DNA replication initiation
Human Y RNAs are functionally required for DNA replication. Biochemical fractionation and reconstitution experiments have established a functional requirement of human Y RNAs for chromosomal DNA replication in isolated vertebratecell nucleiin vitro and specific degradation of human Y RNAs inhibits DNA replication in vitro, and in intact cellsin vivo. Y RNA function is thought to be mediated via interactions with chromatin and initiation proteins
In human pathology
Y RNAs are overexpressed in some human tumours and are required for cell proliferation and small, microRNA-sized breakdown products may be involved in autoimmunity and other pathological conditions. Recent work has demonstrated that Y RNAs are modified at their 3′ end by the non-canonical poly polymerase PAPD5, and the short oligo tail added by PAPD5 is a marker for 3′ end processing by the ribonuclease PARN/EXOSC10 or for degradation by the exonuclease DIS3L. Since PARN deficiency causes a severe form of the bone marrow disease Dyskeratosis Congenita as well as pulmonary fibrosis, it is possible that defects in Y RNA processing contribute to the severe pathology observed in these patients.

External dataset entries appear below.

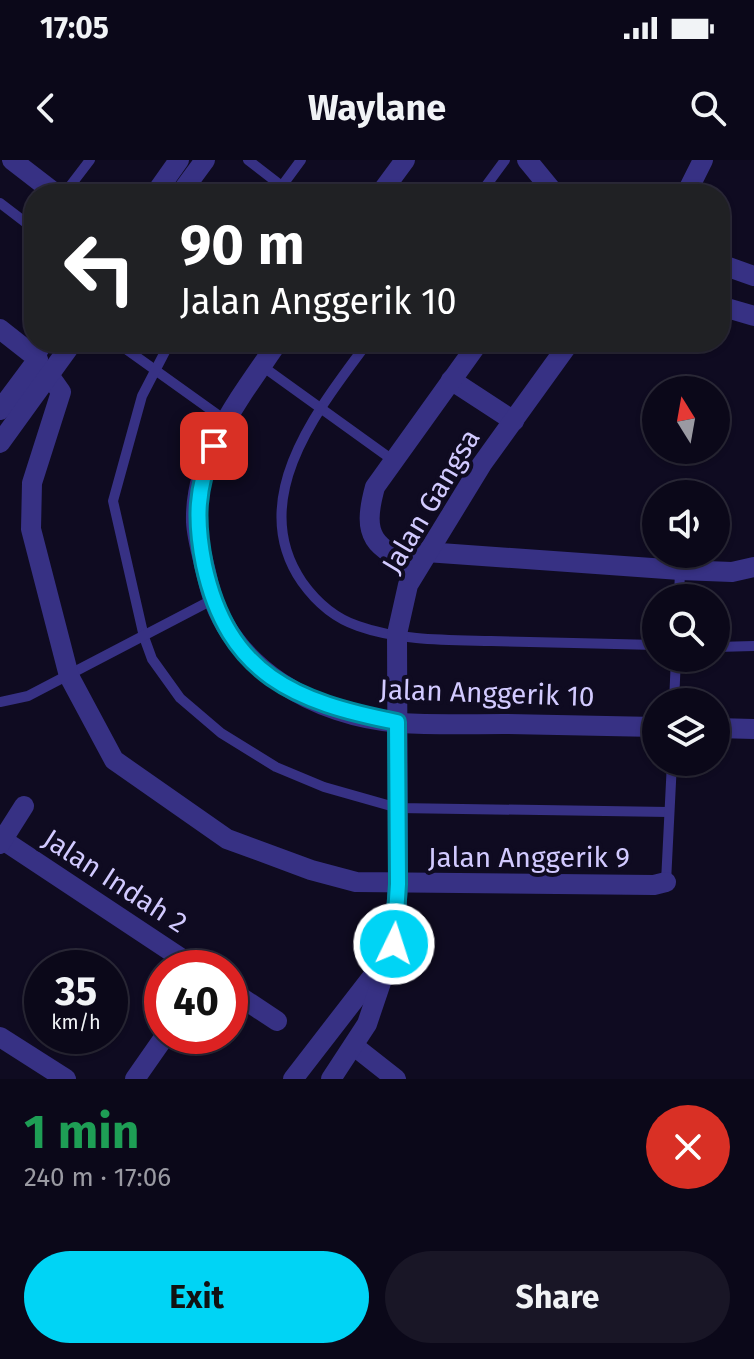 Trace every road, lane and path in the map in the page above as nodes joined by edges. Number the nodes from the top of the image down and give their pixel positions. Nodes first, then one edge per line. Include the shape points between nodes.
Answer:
1 (12, 160) edge
2 (90, 160) edge
3 (179, 160) edge
4 (205, 160) edge
5 (248, 160) edge
6 (301, 160) edge
7 (405, 160) edge
8 (505, 160) edge
9 (527, 160) edge
10 (703, 160) edge
11 (43, 184) edge
12 (72, 184) edge
13 (162, 184) edge
14 (187, 184) edge
15 (273, 184) edge
16 (283, 184) edge
17 (387, 184) edge
18 (487, 184) edge
19 (547, 184) edge
20 (691, 184) edge
21 (0, 203) edge
22 (24, 221) edge
23 (730, 268) edge
24 (754, 276) edge
25 (730, 309) edge
26 (754, 316) edge
27 (0, 329) edge
28 (24, 344) edge
29 (130, 352) edge
30 (164, 352) edge
31 (271, 352) edge
32 (360, 352) edge
33 (472, 352) edge
34 (563, 352) edge
35 (46, 358) edge
36 (262, 366) junction
37 (154, 369) junction
38 (451, 380) junction
39 (319, 407) junction
40 (0, 410) edge
41 (225, 420) junction
42 (514, 421) junction
43 (0, 443) edge
44 (394, 461) junction
45 (422, 560) junction
46 (754, 567) edge
47 (680, 570) junction
48 (680, 584) edge
49 (212, 600) junction
50 (397, 634) junction
51 (144, 637) junction
52 (642, 645) edge
53 (754, 646) edge
54 (730, 647) edge
55 (69, 676) junction
56 (0, 702) edge
57 (397, 722) junction
58 (642, 727) edge
59 (730, 728) edge
60 (754, 729) edge
61 (671, 776) edge
62 (24, 806) dead end
63 (398, 808) junction
64 (669, 812) junction
65 (1, 842) edge
66 (666, 882) joint
67 (398, 884) junction
68 (168, 950) edge
69 (392, 951) junction
70 (248, 1002) edge
71 (277, 1021) dead end
72 (0, 1037) edge
73 (354, 1046) junction
74 (152, 1054) edge
75 (66, 1079) edge
76 (135, 1079) edge
77 (293, 1079) edge
78 (331, 1079) edge
79 (396, 1079) edge

1 - 11 street
2 - 12 lane
3 - 13 street
4 - 14 street
5 - 15 lane
6 - 16 lane
7 - 17 street
8 - 18 lane
9 - 19 street
10 - 20 street
21 - 22 lane
23 - 24 street
25 - 26 street
27 - 28 street
29 - 37 lane
30 - 37 lane
31 - 36 street, Jalan Anggerik 10
32 - 39 lane
33 - 38 street
34 - 42 street, Jalan Gangsa
35 - 40 street
35 - 43 street
35 - 55 street, Jalan Anggerik 9 via 61,392 32,483 29,514
36 - 39 lane
36 - 41 street, Jalan Anggerik 10
37 - 41 lane
37 - 51 lane via 113,501
38 - 42 street
38 - 44 street
39 - 44 lane
39 - 50 lane via 296,451 285,493 286,549 295,572 330,613 360,627
41 - 49 street, Jalan Anggerik 10 via 197,497 196,524
42 - 45 street, Jalan Gangsa
44 - 45 street via 375,487 368,513 371,535 388,553
45 - 47 street
45 - 50 street, Jalan Gangsa via 408,585
46 - 47 street via 732,572
47 - 48 lane
49 - 51 lane
49 - 57 street, Jalan Anggerik 10 via 238,646 286,688 351,713
50 - 52 lane
50 - 57 street, Jalan Gangsa
51 - 55 lane
51 - 63 lane via 167,683 221,733 298,778
53 - 54 lane
55 - 56 lane via 28,696
55 - 67 street, Jalan Anggerik 9 via 114,760 227,839 356,882
57 - 58 street, Jalan Anggerik 10
57 - 63 street, Jalan Gangsa
59 - 60 street
61 - 64 lane
62 - 65 street
63 - 64 lane
63 - 67 street, Jalan Gangsa
64 - 66 lane
65 - 68 street, Jalan Indah 2
66 - 67 street, Jalan Anggerik 9
67 - 69 street, Jalan Gangsa
69 - 73 street, Jalan Gangsa
69 - 77 street
70 - 71 street
72 - 75 street
73 - 78 street, Jalan Gangsa
73 - 79 street
74 - 76 street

Humans appear to have four Y RNAs, named hY1, hY3, hY4 and hY5 and also a large number of pseudogenes.
''C. elegans''
Caenorhabditis elegans has one, named CeY RNA and a large number of sbRNAs that are postulated to also be Y RNA homologues.
''D. radiodurans''
The radiation-resistant bacterium Deinococcus radiodurans encodes a homolog of Ro called rsr, and at least four small RNAs accumulate in Deinococcus under conditions where rsr expression is induced ; one of these RNAs appears to be a Y RNA homolog. In Deinococcus radiodurans Rsr is tethered via Y RNA to the exoribonuclease PNPase and channels single-stranded RNA into the PNPase cavity. Rsr and Y RNA enhance degradation of structured RNAs by PNPase. This role could be conserved, as Rsr and ncRNAs called YrlA and YrlB also associate with PNPase in an evolutionary distant bacterium Salmonella Typhimurium.